Tous les Italiens ne se valent pas : un match de Paolo Lorenzi ou Potito Starace n’a jamais déchaîné les passions à Roland-Garros. Mais d’autres héritiers de Panatta drainent leur lot de supporters cocardiers. En premier lieu desquels Fabio Fognini. Actuel 29e mondial, le récent demi-finaliste de Monte-Carlo – où, déjà, les Transalpins s’étaient déplacés en nombre pour l’encourager bruyamment dans les allées feutrées du Monte-Carlo Country Club – a quelques morceaux de bravoure à son actif ici à Paris : une inoubliable victoire sur Gaël Monfils en 2010, 9 jeux à 7 au cinquième set, et un non moins homérique succès sur Albert Montanes lors des huitièmes de finale l’année suivante, remporté 11 jeux à 9 malgré les crampes l’obligeant à jouer en marchant, les gémissements, les implorations au ciel… et des fautes de pied à répétition. Le public du Suzanne-Lenglen ne savait plus alors à quelle madone se vouer : fatigue sincère ou pure commedia dell’arte ? Faute de pouvoir trancher avec certitude, la moitié du court avait chaudement applaudi l’Italien, quand l’autre moitié l’avait impitoyablement hué.

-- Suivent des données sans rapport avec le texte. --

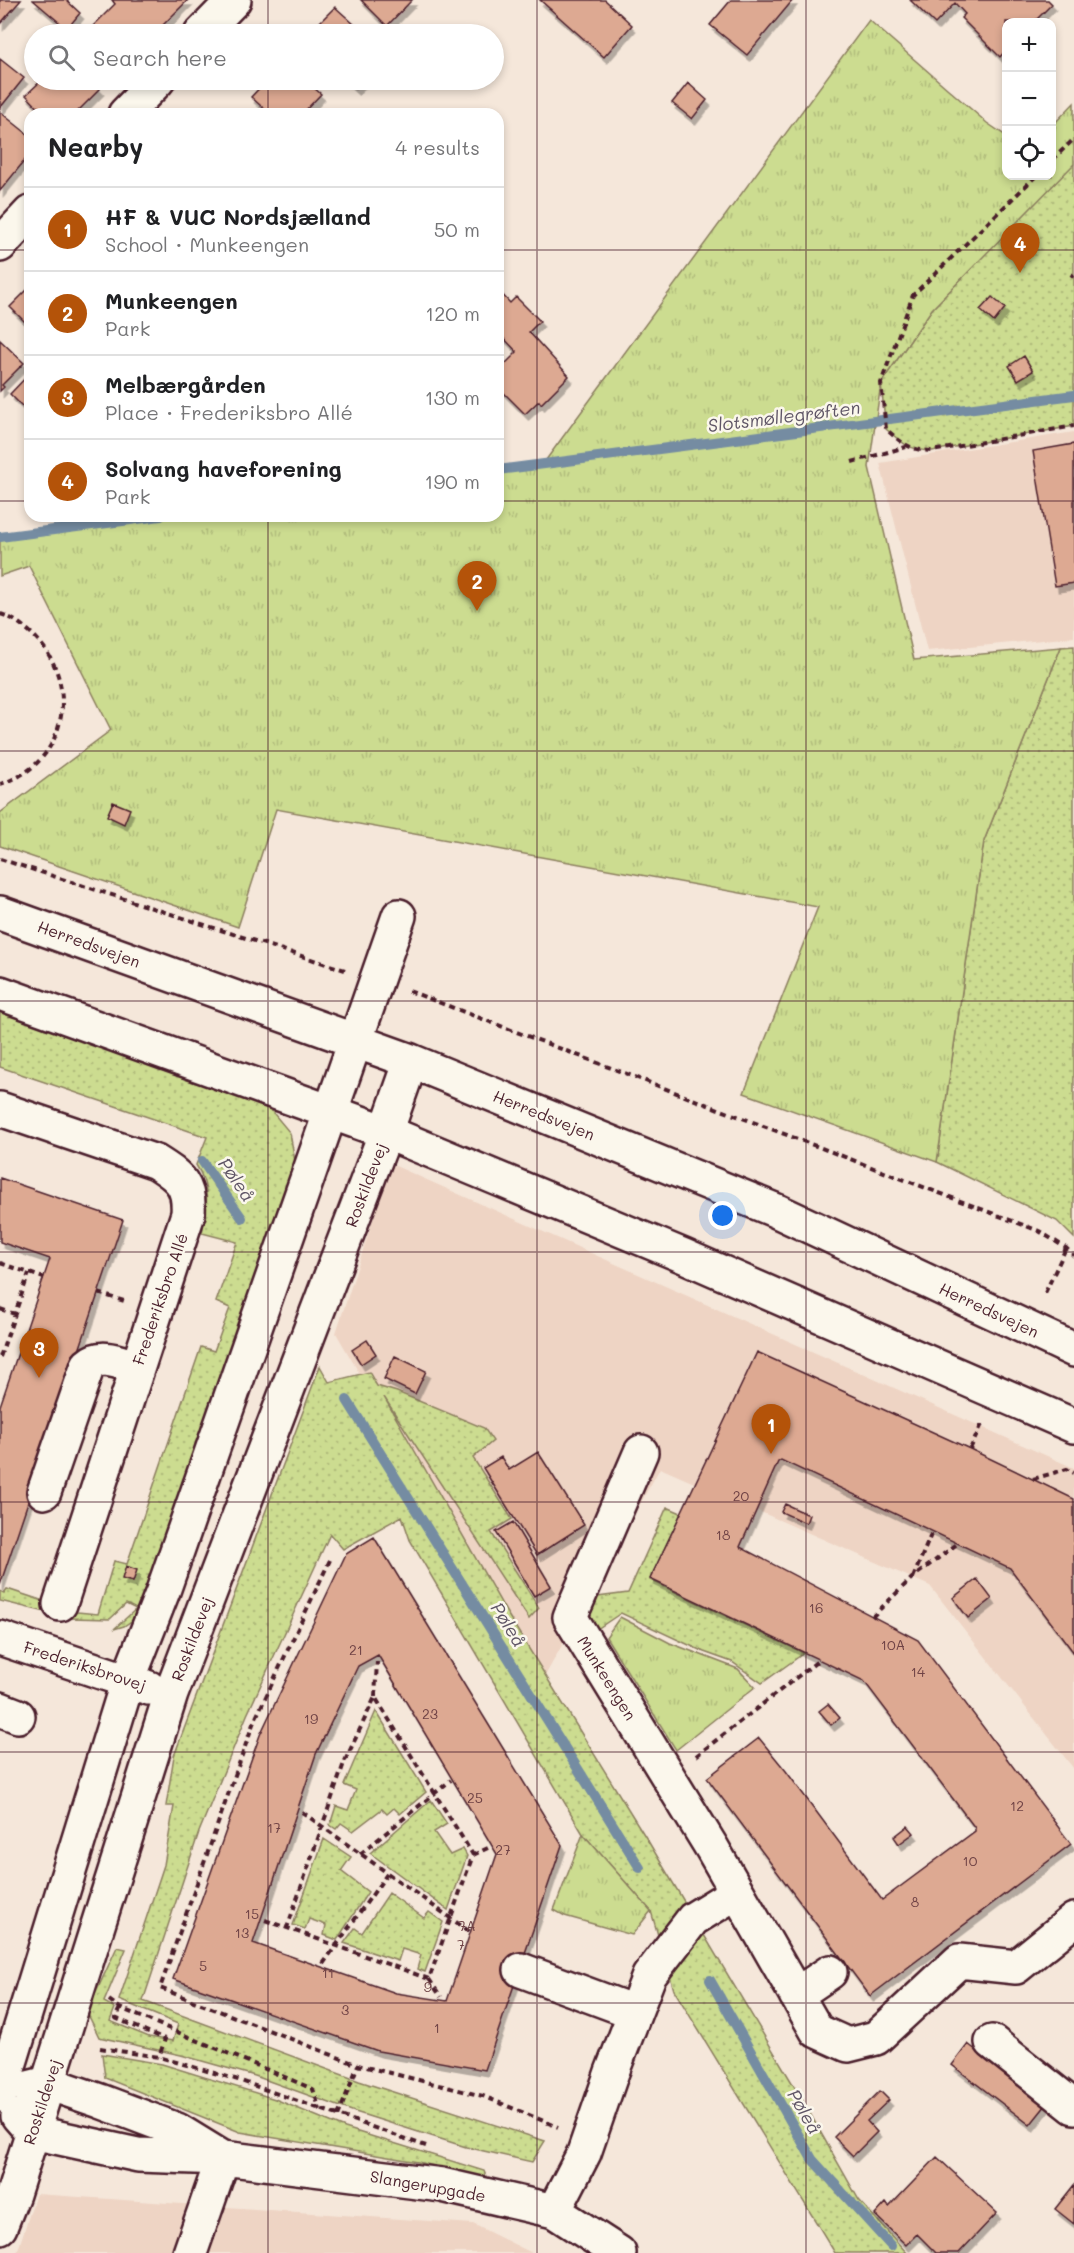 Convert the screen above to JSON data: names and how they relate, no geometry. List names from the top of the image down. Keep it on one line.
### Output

Et « Fogna », l’air désolé, de hausser les épaules tandis qu’il saluait les spectateurs. A suivre aussi, dans le même style « belle gueule douée mais un peu dilettante », son compatriote Simone Bolelli.

 

Benoît Paire, doux, doué et dingue

Bien sûr, il y a Jo-Wilfried Tsonga ou Gaël Monfils, qui drainent d’innombrables fans sur tous les courts où ils se produisent. Mais côté français, il y a aussi le nouveau venu Benoît Paire. Il est loin le temps où le joueur d’Avignon quittait le Court n°17, cadre des championnats de France de tennis, sous les sifflets du public, après avoir écopé de trois points de pénalité dans le dernier jeu d’une finale en catégorie 17/18 ans. Aujourd’hui, Paire a – dans l’ensemble – appris à maîtriser ses nerfs, et présente l’un des jeux les plus séduisants du circuit : à la fois riche, esthétique… et inimitable. L’an dernier, face à l’Espagnol Albert Ramos, un Paire encore un peu brouillon avait transformé le Court 2 en fournaise. Depuis, le loustic a bien progressé, et sort d’une probante demi-finale à Rome. Sa popularité, déjà entrevue à l’entraînement ces derniers jours, ne demande qu’à exploser au grand jour dans ce tournoi…

 

Combien de fois Jerzy Janowicz ?

Lui aussi a un petit grain. Lui aussi affiche un amour gourmand pour l’amortie. Mais pour lui, ce sera la première apparition dans le grand tableau de Roland-Garros, six mois après sa finale à Bercy. Le Polonais tonitruant, tennis explosif et personnage excentrique, est désormais un phénomène au pays. Une communion certaine est née entre lui et son public, au cours notamment d’un week-end de Coupe Davis par BNP Paribas face à la Slovénie, dont il fut le héros. Un week-end où il a fini, micro en main, par reprendre en chœur avec les fans son « How many  times » de l’Open d’Australie. Sous réserve que les fans polonais fassent le déplacement à Roland-Garros, nul doute que les matchs de « Crazy Jerzy » ne manqueront pas de piment.